Read through quite a few theories and this is the winner for me:-
The island is not a physical entity it is a kind of concept. This island provides "questions" for those who are not ready to "to let go" or "to go." The most interesting of this, is that the island concept does not only apply to the characters in the series, but for all people who are "thinking" about the series. Since we continue reading and discussing about it, WE ARE STILL ON THE ISLAND. We are still looking for "answers."
Nothing that happened on the island was "real". The life before the crash represents the life of a viewer before the "actual show". The afterlife represents the point of view of the viewer after the show. The funeral represents the moment a viewer of show realize the "true", which is not known at the moment.
At the end of the show it's not Jack's homecoming in the church. Jack is in the pews facing the departed. It's you. You're dead. You are part of the narrative. You are part of the cast, You are part of the production. You are the one being encouraged to move on. You are the one they have been waiting for
Damon Lindelof summed up the drama this way: “The show is, at its heart and soul, a character study. We were fascinated as storytellers by what makes people the way they are.”
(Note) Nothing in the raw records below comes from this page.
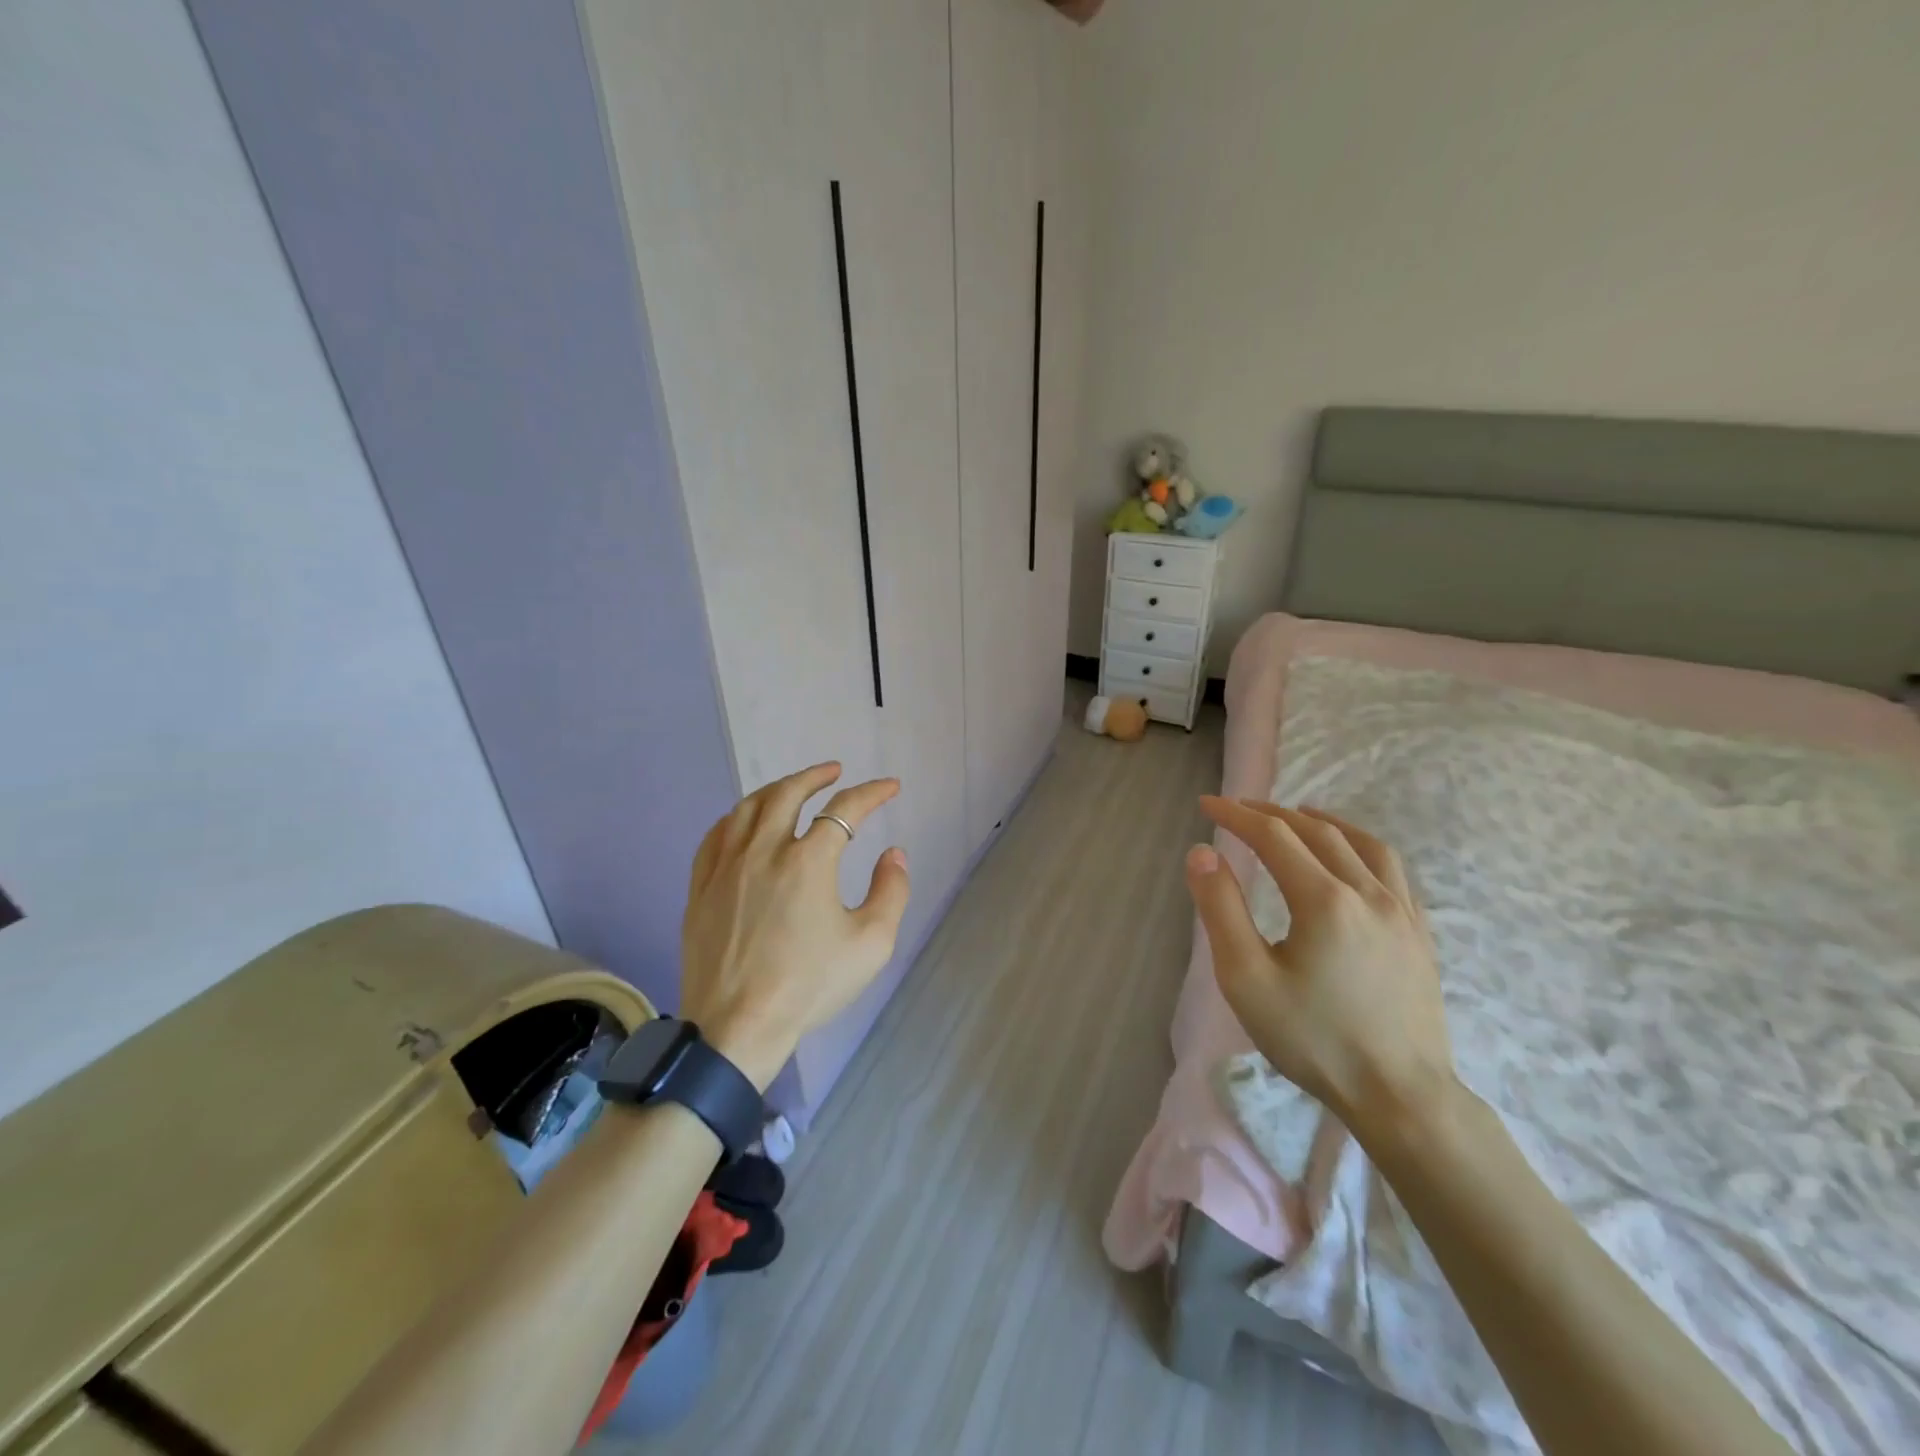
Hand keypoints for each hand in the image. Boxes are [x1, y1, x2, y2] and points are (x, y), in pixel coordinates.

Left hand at [678, 763, 910, 1089]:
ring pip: (748, 807)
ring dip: (776, 789)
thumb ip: (891, 891)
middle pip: (788, 793)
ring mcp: (726, 867)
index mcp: (808, 861)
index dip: (872, 792)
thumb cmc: (809, 986)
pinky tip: (745, 821)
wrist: (736, 1028)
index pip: (844, 809)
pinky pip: (716, 835)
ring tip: (793, 788)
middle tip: (835, 771)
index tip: (890, 787)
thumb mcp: (871, 944)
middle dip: (816, 776)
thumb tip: (894, 854)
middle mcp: (764, 850)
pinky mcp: (701, 887)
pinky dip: (737, 817)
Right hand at [1185, 798, 1456, 1142]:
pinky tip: (1352, 860)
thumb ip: (1221, 909)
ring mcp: (1403, 912)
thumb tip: (1202, 852)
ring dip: (1324, 822)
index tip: (1207, 804)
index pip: (1273, 836)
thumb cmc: (1314, 1039)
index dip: (1236, 815)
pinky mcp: (1421, 935)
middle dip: (1273, 813)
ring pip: (1363, 844)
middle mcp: (1368, 893)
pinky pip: (1393, 871)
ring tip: (1299, 816)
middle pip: (1317, 832)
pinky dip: (1362, 848)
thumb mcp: (1246, 978)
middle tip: (1239, 809)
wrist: (1401, 1098)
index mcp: (1324, 900)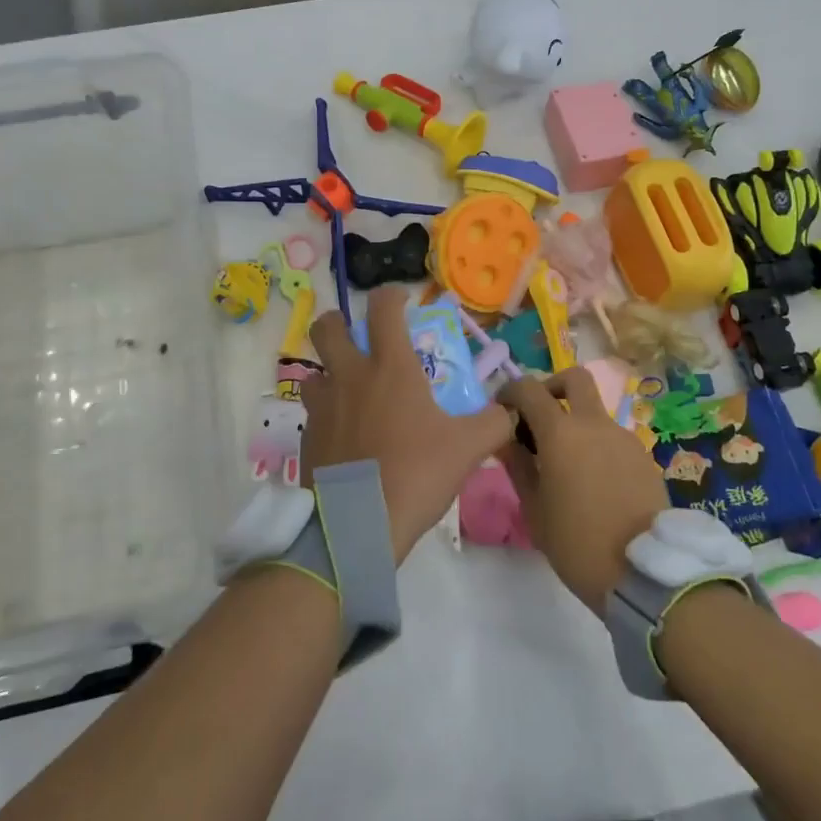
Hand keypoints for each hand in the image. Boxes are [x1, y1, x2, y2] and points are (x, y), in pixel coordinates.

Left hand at [301, 289, 513, 562]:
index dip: (392, 295)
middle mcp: (350, 375)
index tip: (403, 301)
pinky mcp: (306, 435)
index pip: (383, 307)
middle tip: (358, 336)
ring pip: (315, 369)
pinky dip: (327, 411)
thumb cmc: (415, 475)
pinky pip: (313, 410)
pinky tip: (345, 434)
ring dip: (330, 370)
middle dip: (340, 321)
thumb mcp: (467, 448)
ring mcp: (322, 405)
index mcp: (389, 367)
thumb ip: (495, 422)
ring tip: (352, 390)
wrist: (358, 525)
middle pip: (328, 326)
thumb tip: (513, 408)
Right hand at [498, 371, 669, 614]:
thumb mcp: (534, 509)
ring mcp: (624, 438)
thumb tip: (505, 437)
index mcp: (561, 432)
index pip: (529, 389)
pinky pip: (613, 439)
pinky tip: (594, 483)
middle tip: (540, 416)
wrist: (645, 574)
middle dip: (552, 387)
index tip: (503, 410)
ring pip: (595, 412)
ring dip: (576, 423)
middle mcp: (595, 424)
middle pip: (575, 378)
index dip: (511, 392)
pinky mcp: (644, 457)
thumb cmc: (577, 543)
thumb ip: (517, 464)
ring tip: (566, 465)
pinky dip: (597, 446)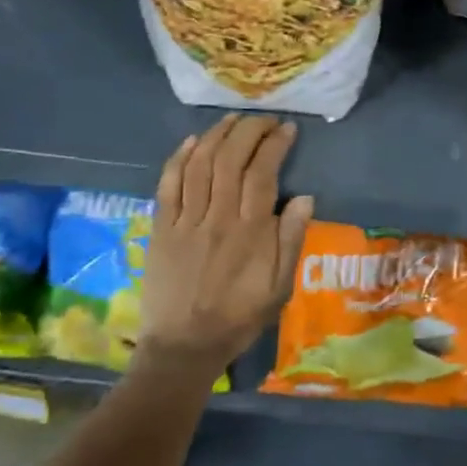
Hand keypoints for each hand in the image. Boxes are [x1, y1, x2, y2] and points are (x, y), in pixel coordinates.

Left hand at [140, 114, 313, 372]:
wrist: (184, 346)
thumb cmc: (239, 316)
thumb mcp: (280, 286)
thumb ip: (291, 240)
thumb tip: (305, 198)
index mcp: (250, 231)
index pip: (263, 172)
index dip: (275, 144)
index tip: (287, 129)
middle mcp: (217, 218)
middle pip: (231, 159)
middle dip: (249, 130)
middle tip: (263, 119)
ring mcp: (185, 221)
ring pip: (200, 165)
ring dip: (217, 135)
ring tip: (233, 120)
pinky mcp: (161, 229)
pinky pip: (168, 185)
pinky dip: (178, 159)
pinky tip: (191, 141)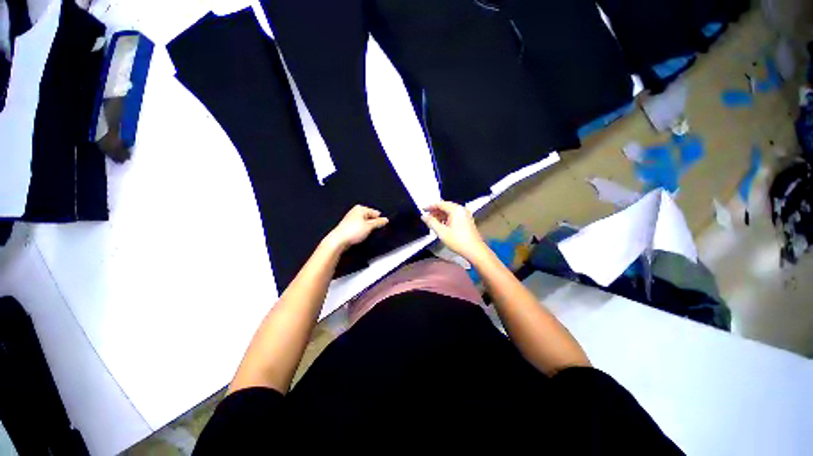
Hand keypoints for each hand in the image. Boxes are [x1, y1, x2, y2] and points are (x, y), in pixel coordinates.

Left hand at [323, 205, 388, 252]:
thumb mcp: (369, 226)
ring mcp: (351, 219)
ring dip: (367, 228)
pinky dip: (362, 231)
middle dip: (373, 224)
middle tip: (374, 231)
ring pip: (365, 223)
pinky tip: (361, 236)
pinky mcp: (349, 226)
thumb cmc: (353, 231)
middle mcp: (355, 211)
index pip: (375, 213)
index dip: (379, 220)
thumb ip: (379, 222)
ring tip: (366, 234)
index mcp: (360, 208)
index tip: (382, 227)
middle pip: (370, 217)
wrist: (338, 240)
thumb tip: (386, 220)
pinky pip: (359, 227)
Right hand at [422, 201, 488, 261]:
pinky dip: (447, 217)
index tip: (423, 209)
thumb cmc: (458, 241)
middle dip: (435, 210)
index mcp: (456, 210)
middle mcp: (461, 209)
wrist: (475, 250)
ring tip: (433, 221)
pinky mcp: (467, 220)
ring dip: (441, 214)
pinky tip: (442, 224)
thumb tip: (424, 216)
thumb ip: (431, 222)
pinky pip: (455, 215)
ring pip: (450, 211)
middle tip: (427, 216)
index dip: (430, 206)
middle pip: (446, 206)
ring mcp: (466, 214)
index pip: (440, 204)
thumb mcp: (442, 232)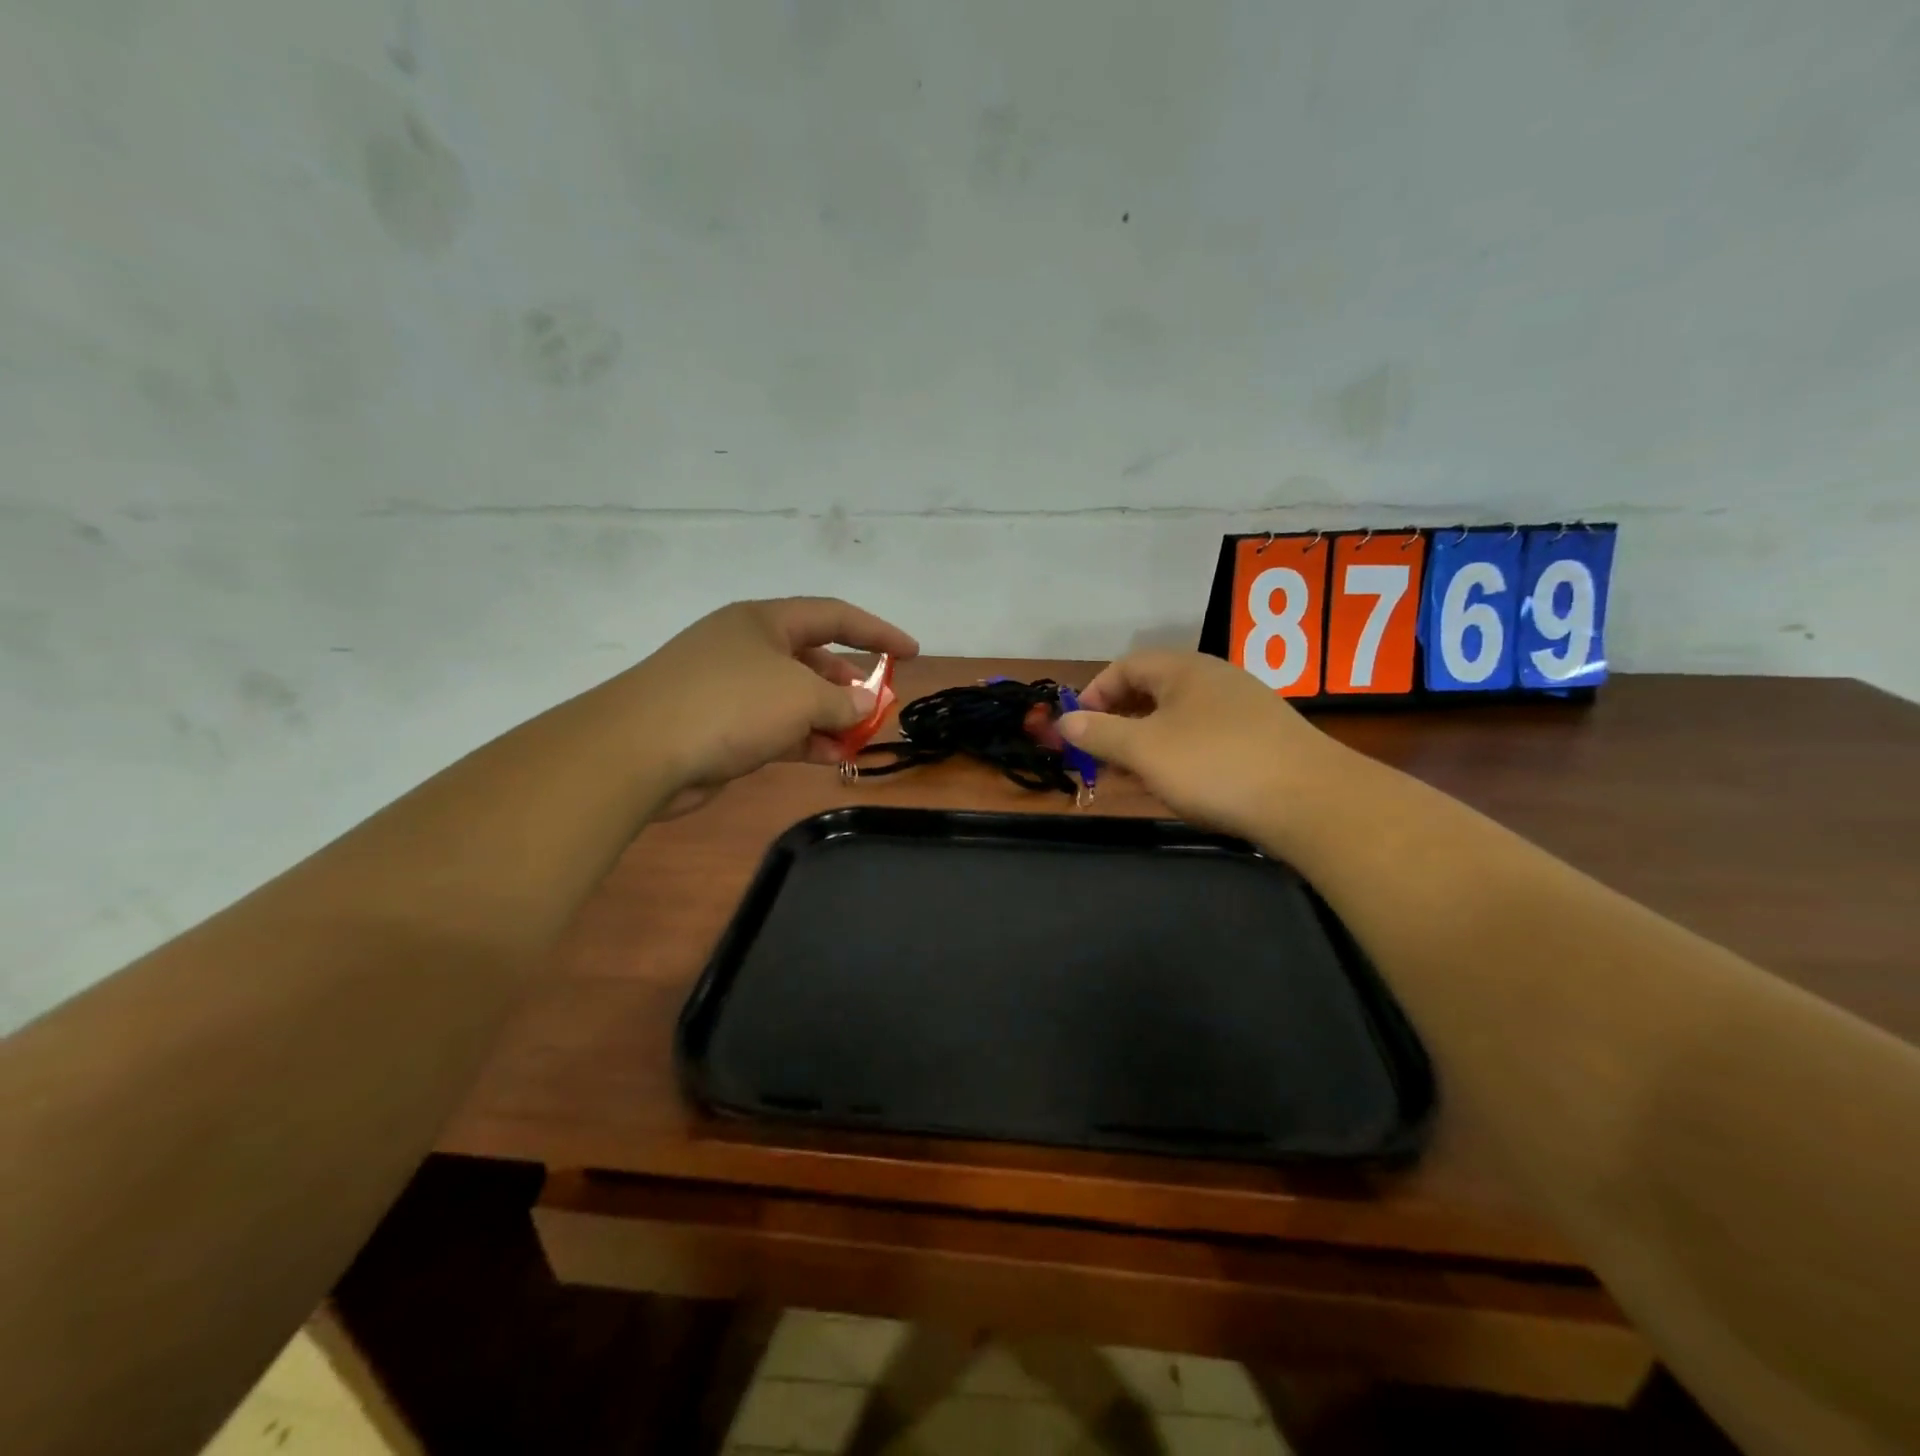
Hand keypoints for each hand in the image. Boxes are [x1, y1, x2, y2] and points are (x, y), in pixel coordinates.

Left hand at [620, 598, 917, 811]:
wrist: (640, 750)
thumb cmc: (730, 704)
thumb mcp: (801, 697)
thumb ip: (843, 700)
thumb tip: (864, 704)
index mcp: (764, 621)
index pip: (833, 616)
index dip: (877, 631)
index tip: (911, 652)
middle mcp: (747, 647)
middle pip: (813, 657)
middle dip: (850, 683)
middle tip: (878, 707)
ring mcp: (730, 687)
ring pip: (794, 696)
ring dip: (829, 717)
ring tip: (859, 739)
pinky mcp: (719, 726)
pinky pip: (774, 727)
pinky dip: (803, 739)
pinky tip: (830, 757)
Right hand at [1059, 651, 1345, 842]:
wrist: (1312, 801)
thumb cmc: (1215, 766)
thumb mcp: (1145, 751)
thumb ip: (1100, 734)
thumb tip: (1063, 722)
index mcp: (1184, 669)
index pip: (1125, 666)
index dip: (1094, 693)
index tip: (1077, 729)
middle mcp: (1214, 678)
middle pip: (1152, 690)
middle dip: (1119, 721)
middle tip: (1100, 756)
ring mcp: (1243, 708)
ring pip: (1179, 717)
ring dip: (1148, 742)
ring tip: (1134, 775)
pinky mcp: (1263, 738)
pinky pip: (1205, 737)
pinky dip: (1180, 754)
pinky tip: (1179, 784)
In a series as precisely written, edited and created as this, it seems clear that Jack's direct look into the camera in the penultimate episode was purposeful and intentional.
If you consider this as a possible explanation, and you start to think a little more about to it, you can discover that some of the stereotypes viewers can be represented by some of the characters:
Michael: it is the viewer who "abandoned" the island. He simply said, "this is crap" and did not try to find something good on it. This character does not appear in the "end" of the series, sharing with everyone else. So it represents the people who didn't see the full show until the very end.
Ben: it is the viewer who understands, or thinks he understands what the island is. But, who is still "not ready" to "let it go", in other words, "still have things to do". The viewer who wants to say and research a little bit more about the show.
Jack: represents those who want a clear answer. Those who want to “come back” with a rational explanation of the events on the island. In the end, they probably understand and enjoy what happened on the island.
Jack: The ideal observer of the show. That's the reason why the first episode opens with a close-up of Jack's eye and the finale ends with a visual effect opposite to how the show began, with the closing of Jack's eye and a pan over the wreckage.
Sawyer: the viewers who at some point in the series its heart was "broken", either because the favorite character died, "Juliet," "Charlie", ..., or something happened and they fought with the island, and finally could never got over it. But nevertheless, they reached the end of the series with the "broken heart."
Hurley: The people who enjoy to the fullest. The "crazy" or "geeks" who "saw things", those how "followed" the leader and, at the end, those who are going to stay on the island forever.
While this is absolutely subjective, I love it, kudos! I'll add one:
Kate: The viewers that were undecided about liking or disliking the show but stuck until the end, and only as they part forever, they were capable of uttering "I love you." Then they move on with their lives but treasure the memories forever.
Sun: The viewers who started out pretending they didn't understand the show but really do since they started to watch the show to escape from a troubling aspect of their lives.
Jin: The viewers who never fully understood the show but tried and took them 3 years to do so.
Bernard/Rose: The viewers who watched, then got a bit bored, and only watched it at their obsessed friend's house every once in a while, but didn't care enough to be a part of the drama.
Libby/Boone/Shannon: The viewers who for one reason or another were unable to watch the series in its entirety, but were still fans and watched it occasionally and liked it well enough to tune in for finale
Nikki/Paulo: The viewers who, upon hearing great things about the series and expecting to find a gem, tuned in to one episode only to become paralyzed with confusion and never return.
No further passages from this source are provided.